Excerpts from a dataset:
□ □ □ □

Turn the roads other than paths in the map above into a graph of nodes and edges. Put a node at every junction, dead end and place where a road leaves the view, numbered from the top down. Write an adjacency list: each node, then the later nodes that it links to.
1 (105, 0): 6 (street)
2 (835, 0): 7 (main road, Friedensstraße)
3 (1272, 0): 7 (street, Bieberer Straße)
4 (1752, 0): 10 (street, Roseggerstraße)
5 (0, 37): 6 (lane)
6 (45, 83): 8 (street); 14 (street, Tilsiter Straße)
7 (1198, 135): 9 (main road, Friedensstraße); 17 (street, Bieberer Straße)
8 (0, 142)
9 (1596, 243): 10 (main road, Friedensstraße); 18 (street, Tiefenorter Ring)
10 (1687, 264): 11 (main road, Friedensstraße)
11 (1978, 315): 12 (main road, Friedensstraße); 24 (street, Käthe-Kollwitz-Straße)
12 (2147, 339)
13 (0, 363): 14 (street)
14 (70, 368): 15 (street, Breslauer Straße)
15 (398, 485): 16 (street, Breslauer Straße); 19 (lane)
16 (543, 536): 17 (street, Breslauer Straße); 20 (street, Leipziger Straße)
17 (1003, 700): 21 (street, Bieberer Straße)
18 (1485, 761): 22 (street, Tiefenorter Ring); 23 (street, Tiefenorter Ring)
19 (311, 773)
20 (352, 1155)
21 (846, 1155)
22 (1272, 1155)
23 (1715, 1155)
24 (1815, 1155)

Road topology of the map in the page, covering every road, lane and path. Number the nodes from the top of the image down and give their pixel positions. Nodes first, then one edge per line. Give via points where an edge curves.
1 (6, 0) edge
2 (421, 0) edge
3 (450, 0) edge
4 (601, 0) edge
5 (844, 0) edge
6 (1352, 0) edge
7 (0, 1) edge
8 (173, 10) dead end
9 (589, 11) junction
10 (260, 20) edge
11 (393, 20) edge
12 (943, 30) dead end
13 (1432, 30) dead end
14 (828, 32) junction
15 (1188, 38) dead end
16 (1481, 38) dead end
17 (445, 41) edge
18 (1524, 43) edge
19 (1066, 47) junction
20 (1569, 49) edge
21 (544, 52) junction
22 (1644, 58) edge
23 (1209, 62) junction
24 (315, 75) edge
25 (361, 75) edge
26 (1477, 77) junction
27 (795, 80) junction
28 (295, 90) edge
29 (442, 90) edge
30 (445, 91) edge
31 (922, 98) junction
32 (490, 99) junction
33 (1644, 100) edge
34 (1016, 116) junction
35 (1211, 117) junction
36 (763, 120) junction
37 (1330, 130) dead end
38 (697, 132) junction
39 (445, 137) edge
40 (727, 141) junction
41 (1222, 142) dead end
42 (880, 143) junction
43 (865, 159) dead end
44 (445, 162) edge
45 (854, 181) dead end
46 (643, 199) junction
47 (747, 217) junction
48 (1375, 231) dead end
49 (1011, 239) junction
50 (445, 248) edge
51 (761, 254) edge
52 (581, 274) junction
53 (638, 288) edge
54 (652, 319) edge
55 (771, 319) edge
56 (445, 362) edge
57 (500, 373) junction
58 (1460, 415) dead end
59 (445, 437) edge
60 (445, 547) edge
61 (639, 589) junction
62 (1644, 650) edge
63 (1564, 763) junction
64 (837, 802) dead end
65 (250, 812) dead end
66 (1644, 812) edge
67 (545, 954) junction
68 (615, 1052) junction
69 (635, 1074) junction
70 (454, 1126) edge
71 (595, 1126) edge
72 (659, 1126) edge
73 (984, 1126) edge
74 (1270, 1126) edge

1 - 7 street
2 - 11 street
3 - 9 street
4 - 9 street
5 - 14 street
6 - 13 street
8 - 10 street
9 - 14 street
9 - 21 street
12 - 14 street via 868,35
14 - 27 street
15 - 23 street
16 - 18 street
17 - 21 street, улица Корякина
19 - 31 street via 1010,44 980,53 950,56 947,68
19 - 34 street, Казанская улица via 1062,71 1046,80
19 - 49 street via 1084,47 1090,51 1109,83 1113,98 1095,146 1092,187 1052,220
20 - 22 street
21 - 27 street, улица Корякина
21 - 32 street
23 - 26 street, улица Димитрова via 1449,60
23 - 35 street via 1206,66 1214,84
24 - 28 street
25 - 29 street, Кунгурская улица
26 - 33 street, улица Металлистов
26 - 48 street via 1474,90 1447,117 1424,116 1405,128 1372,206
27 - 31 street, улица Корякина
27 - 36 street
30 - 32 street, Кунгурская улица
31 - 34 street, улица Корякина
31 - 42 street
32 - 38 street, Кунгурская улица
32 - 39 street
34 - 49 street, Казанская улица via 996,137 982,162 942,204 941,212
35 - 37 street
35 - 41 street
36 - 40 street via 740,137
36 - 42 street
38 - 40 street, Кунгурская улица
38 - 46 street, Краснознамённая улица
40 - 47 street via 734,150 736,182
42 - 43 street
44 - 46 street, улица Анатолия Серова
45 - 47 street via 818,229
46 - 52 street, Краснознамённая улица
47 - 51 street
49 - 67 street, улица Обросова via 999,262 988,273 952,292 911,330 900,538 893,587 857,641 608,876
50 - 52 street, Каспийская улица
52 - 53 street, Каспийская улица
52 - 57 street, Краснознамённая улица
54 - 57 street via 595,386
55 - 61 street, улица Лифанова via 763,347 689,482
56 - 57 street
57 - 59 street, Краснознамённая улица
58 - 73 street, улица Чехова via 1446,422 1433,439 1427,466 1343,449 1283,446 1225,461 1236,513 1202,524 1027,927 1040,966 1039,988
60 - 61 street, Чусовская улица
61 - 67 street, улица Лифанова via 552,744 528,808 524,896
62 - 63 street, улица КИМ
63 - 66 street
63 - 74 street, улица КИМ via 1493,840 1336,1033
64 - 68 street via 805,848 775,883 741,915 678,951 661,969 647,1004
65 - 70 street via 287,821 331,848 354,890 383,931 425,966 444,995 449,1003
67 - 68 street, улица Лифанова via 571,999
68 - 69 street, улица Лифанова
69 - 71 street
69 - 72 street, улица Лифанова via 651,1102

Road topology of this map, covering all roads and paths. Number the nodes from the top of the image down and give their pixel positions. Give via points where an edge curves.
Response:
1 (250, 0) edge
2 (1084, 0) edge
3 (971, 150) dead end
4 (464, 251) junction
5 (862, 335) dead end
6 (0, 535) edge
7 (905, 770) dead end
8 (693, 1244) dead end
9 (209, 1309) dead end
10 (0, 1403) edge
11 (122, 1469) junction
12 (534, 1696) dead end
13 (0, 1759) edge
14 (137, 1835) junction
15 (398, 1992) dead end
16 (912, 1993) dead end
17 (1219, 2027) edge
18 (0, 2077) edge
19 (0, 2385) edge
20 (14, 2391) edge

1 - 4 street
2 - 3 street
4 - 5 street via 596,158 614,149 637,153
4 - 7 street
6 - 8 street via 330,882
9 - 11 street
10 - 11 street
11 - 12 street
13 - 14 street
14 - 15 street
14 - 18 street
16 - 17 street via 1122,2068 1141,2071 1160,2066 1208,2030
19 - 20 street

□ □ □ □

● **Task to complete**
Output the records once more, exactly as they stand.

● **Finished task**
Turn the roads other than paths in the map above into a graph of nodes and edges. Put a node at every junction, dead end and place where a road leaves the view, numbered from the top down. Write an adjacency list: each node, then the later nodes that it links to.
1 (105, 0): 6 (street)
2 (835, 0): 7 (main road, Friedensstraße)
3 (1272, 0): 7 (street, Bieberer Straße)
4 (1752, 0): 10 (street, Roseggerstraße)
5 (0, 37): 6 (lane)
6 (45, 83): 8 (street); 14 (street, Tilsiter Straße)
7 (1198, 135): 9 (main road, Friedensstraße); 17 (street, Bieberer Straße)
8 (0, 142)
9 (1596, 243): 10 (main road, Friedensstraße); 18 (street, Tiefenorter Ring)
10 (1687, 264): 11 (main road, Friedensstraße)
11 (1978, 315): 12 (main road, Friedensstraße); 24 (street, Käthe-Kollwitz-Straße)
12 (2147, 339)
13 (0, 363): 14 (street)
14 (70, 368): 15 (street, Breslauer Straße)
15 (398, 485): 16 (street, Breslauer Straße); 19 (lane)
16 (543, 536): 17 (street, Breslauer Straße); 20 (street, Leipziger Straße)
17 (1003, 700): 21 (street, Bieberer Straße)
18 (1485, 761): 22 (street, Tiefenorter Ring); 23 (street, Tiefenorter Ring)
19 (311, 773)
20 (352, 1155)
21 (846, 1155)
22 (1272, 1155)
23 (1715, 1155)
24 (1815, 1155)

Road topology of the map in the page, covering every road, lane and path. Number the nodes from the top of the image down and give their pixel positions. Nodes first, then one edge per line. Give via points where an edge curves.
1 (6, 0) edge
2 (421, 0) edge
3 (450, 0) edge
4 (601, 0) edge
5 (844, 0) edge
6 (1352, 0) edge
7 (0, 1) edge
8 (173, 10) dead end
9 (589, 11) junction
10 (260, 20) edge
11 (393, 20) edge
12 (943, 30) dead end
13 (1432, 30) dead end
14 (828, 32) junction
15 (1188, 38) dead end
16 (1481, 38) dead end
17 (445, 41) edge
18 (1524, 43) edge
19 (1066, 47) junction
20 (1569, 49) edge
21 (544, 52) junction
22 (1644, 58) edge
23 (1209, 62) junction
24 (315, 75) edge
25 (361, 75) edge
26 (1477, 77) junction
27 (795, 80) junction
28 (295, 90) edge
29 (442, 90) edge
30 (445, 91) edge
31 (922, 98) junction
32 (490, 99) junction
33 (1644, 100) edge
34 (1016, 116) junction
35 (1211, 117) junction
36 (763, 120) junction
37 (1330, 130) dead end
38 (697, 132) junction
39 (445, 137) edge
40 (727, 141) junction
41 (1222, 142) dead end
42 (880, 143) junction
43 (865, 159) dead end
44 (445, 162) edge
45 (854, 181) dead end
46 (643, 199) junction
47 (747, 217) junction
48 (1375, 231) dead end
49 (1011, 239) junction
50 (445, 248) edge
51 (761, 254) edge
52 (581, 274) junction
53 (638, 288) edge
54 (652, 319) edge
55 (771, 319) edge
56 (445, 362) edge
57 (500, 373) junction
58 (1460, 415) dead end
59 (445, 437) edge
60 (445, 547) edge
61 (639, 589) junction
62 (1644, 650) edge
63 (1564, 763) junction
64 (837, 802) dead end
65 (250, 812) dead end
66 (1644, 812) edge
67 (545, 954) junction
68 (615, 1052) junction
69 (635, 1074) junction
70 (454, 1126) edge
71 (595, 1126) edge
72 (659, 1126) edge
73 (984, 1126) edge
74 (1270, 1126) edge

1 - 7 street
2 - 11 street
3 - 9 street
4 - 9 street
5 - 14 street
6 - 13 street
8 - 10 street
9 - 14 street
9 - 21 street
12 - 14 street via 868,35
14 - 27 street
15 - 23 street
16 - 18 street
17 - 21 street, улица Корякина
19 - 31 street via 1010,44 980,53 950,56 947,68
19 - 34 street, Казанская улица via 1062,71 1046,80
19 - 49 street via 1084,47 1090,51 1109,83 1113,98 1095,146 1092,187 1052,220
20 - 22 street
21 - 27 street, улица Корякина
21 - 32 street
23 - 26 street, улица Димитрова via 1449,60
23 - 35 street via 1206,66 1214,84
24 - 28 street
25 - 29 street, Кунгурская улица
26 - 33 street, улица Металлистов
26 - 48 street via 1474,90 1447,117 1424,116 1405,128 1372,206
27 - 31 street, улица Корякина
27 - 36 street
30 - 32 street, Кунгурская улица
31 - 34 street, улица Корякина
31 - 42 street
32 - 38 street, Кунгурская улица
32 - 39 street
34 - 49 street, Казанская улица via 996,137 982,162 942,204 941,212
35 - 37 street
35 - 41 street
36 - 40 street via 740,137
36 - 42 street
38 - 40 street, Кунгурская улица
38 - 46 street, Краснознамённая улица
40 - 47 street via 734,150 736,182
42 - 43 street
44 - 46 street, улица Анатолия Серова
45 - 47 street via 818,229
46 - 52 street, Краснознамённая улица
47 - 51 street
49 - 67 street, улица Обросова via 999,262 988,273 952,292 911,330 900,538 893,587 857,641 608,876
50 - 52 street, Каспийская улица
52 - 53 street, Каспийская улица
52 - 57 street, Краснознамённая улица
54 - 57 street via 595,386
55 - 61 street, улица Лифанова via 763,347 689,482
56 - 57 street
57 - 59 street, Краснознамённая улица
58 - 73 street, улица Чехова via 1446,422 1433,439 1427,466 1343,449 1283,446 1225,461 1236,513 1202,524 1027,927 1040,966 1039,988
60 - 61 street, Чусовская улица
61 - 67 street, улица Лифанова via 552,744 528,808 524,896
62 - 63 street, улица КИМ
63 - 66 street
63 - 74 street, улица КИМ via 1493,840 1336,1033
64 - 68 street via 805,848 775,883 741,915 678,951 661,969 647,1004
65 - 70 street via 287,821 331,848 354,890 383,931 425,966 444,995 449,1003
67 - 68 street, улица Лифанова via 571,999
68 - 69 street, улица Лифанова
69 - 71 street
69 - 72 street, улица Лифанова via 651,1102

Road topology of this map, covering all roads and paths. Number the nodes from the top of the image down and give their pixel positions. Give via points where an edge curves.
Response:
1 (250, 0) edge
2 (1084, 0) edge
3 (971, 150) dead end
4 (464, 251) junction
5 (862, 335) dead end
6 (0, 535) edge
7 (905, 770) dead end
8 (693, 1244) dead end
9 (209, 1309) dead end
10 (0, 1403) edge
11 (122, 1469) junction
12 (534, 1696) dead end
13 (0, 1759) edge
14 (137, 1835) junction
15 (398, 1992) dead end
16 (912, 1993) dead end
17 (1219, 2027) edge
18 (0, 2077) edge
19 (0, 2385) edge
20 (14, 2391) edge

1 - 4 street
2 - 3 street
4 - 5 street via 596,158 614,149 637,153
4 - 7 street
6 - 8 street via 330,882
9 - 11 street
10 - 11 street
11 - 12 street
13 - 14 street
14 - 15 street
14 - 18 street
16 - 17 street via 1122,2068 1141,2071 1160,2066 1208,2030
19 - 20 street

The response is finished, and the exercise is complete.